* TASK
Among the entries below, find all lines that include "list" and copy them.

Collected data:
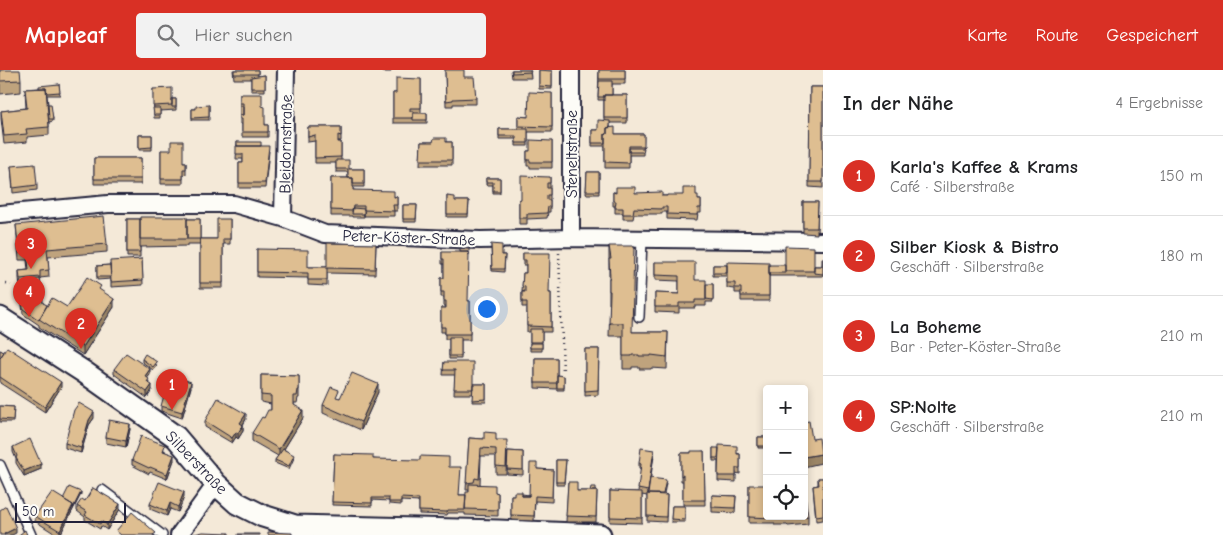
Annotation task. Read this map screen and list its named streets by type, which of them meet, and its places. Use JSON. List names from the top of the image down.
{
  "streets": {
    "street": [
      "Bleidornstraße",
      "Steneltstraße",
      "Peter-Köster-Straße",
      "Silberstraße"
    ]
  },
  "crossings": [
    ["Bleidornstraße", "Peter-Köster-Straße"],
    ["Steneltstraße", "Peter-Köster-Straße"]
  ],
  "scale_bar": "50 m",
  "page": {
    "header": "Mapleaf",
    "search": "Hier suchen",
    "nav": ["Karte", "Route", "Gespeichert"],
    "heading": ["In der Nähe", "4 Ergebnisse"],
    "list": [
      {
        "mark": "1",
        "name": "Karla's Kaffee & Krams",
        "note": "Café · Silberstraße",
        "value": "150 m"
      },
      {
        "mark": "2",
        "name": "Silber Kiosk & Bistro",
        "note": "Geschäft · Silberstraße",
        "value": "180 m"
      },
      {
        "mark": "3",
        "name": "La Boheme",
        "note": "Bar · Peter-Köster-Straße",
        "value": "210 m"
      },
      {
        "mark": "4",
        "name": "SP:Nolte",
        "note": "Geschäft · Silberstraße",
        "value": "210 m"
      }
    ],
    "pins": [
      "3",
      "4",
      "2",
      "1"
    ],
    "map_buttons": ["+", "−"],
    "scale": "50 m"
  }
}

* THE COMPLETED TASK
Annotation task. Read this map screen and list its named streets by type, which of them meet, and its places. Use JSON. List names from the top of the image down.
    "list": [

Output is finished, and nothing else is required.